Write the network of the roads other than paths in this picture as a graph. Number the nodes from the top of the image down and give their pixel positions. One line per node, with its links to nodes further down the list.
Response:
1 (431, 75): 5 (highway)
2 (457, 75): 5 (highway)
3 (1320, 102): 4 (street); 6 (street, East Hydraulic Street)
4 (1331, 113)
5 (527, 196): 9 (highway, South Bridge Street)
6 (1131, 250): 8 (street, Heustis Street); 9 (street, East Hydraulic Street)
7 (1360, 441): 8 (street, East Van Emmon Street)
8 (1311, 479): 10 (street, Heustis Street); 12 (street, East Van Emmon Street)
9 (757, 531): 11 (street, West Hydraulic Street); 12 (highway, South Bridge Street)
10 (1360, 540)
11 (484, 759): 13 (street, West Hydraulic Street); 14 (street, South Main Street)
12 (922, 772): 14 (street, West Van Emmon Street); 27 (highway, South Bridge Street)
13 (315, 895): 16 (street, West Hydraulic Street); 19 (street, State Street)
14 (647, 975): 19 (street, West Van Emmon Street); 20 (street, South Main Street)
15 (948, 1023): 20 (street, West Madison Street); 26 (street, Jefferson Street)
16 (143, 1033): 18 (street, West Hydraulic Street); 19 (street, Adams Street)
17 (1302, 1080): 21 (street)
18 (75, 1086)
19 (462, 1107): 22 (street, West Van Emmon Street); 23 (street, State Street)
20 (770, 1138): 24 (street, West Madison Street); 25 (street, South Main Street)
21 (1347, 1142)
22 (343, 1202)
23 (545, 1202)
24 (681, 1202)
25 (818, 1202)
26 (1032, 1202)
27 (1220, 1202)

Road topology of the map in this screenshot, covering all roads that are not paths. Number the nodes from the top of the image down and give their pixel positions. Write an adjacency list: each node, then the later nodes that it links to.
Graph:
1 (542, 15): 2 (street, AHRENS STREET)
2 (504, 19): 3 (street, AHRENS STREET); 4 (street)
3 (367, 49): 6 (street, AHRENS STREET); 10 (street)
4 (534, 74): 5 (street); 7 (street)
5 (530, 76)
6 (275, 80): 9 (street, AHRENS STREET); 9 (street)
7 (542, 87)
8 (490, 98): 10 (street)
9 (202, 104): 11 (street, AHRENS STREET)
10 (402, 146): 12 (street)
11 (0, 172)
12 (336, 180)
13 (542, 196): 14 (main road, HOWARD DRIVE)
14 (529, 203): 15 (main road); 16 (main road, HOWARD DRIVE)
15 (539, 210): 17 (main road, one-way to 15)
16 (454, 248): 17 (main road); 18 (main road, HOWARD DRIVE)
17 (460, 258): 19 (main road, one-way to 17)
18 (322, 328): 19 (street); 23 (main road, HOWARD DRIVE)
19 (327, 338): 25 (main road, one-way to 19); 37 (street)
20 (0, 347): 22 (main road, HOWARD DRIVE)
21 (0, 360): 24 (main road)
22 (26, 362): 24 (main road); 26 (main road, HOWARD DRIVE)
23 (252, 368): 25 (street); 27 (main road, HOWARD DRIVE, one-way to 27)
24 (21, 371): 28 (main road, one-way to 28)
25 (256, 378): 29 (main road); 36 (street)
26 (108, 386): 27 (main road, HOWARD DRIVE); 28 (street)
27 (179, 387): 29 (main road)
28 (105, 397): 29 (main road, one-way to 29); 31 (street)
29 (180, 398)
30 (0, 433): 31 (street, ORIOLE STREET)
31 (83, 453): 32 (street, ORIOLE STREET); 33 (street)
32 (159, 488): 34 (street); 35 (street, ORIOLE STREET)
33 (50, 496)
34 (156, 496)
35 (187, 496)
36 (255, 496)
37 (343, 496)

— ACTION ITEM —
The lines that contain the word "nodes" are wanted; copy each of them from the records.

— YOUR SOLUTION —
Write the network of the roads other than paths in this picture as a graph. Number the nodes from the top of the image down and give their pixel positions. One line per node, with its links to nodes further down the list.
Road topology of the map in this screenshot, covering all roads that are not paths. Number the nodes from the top of the image down and give their pixel positions. Write an adjacency list: each node, then the later nodes that it links to.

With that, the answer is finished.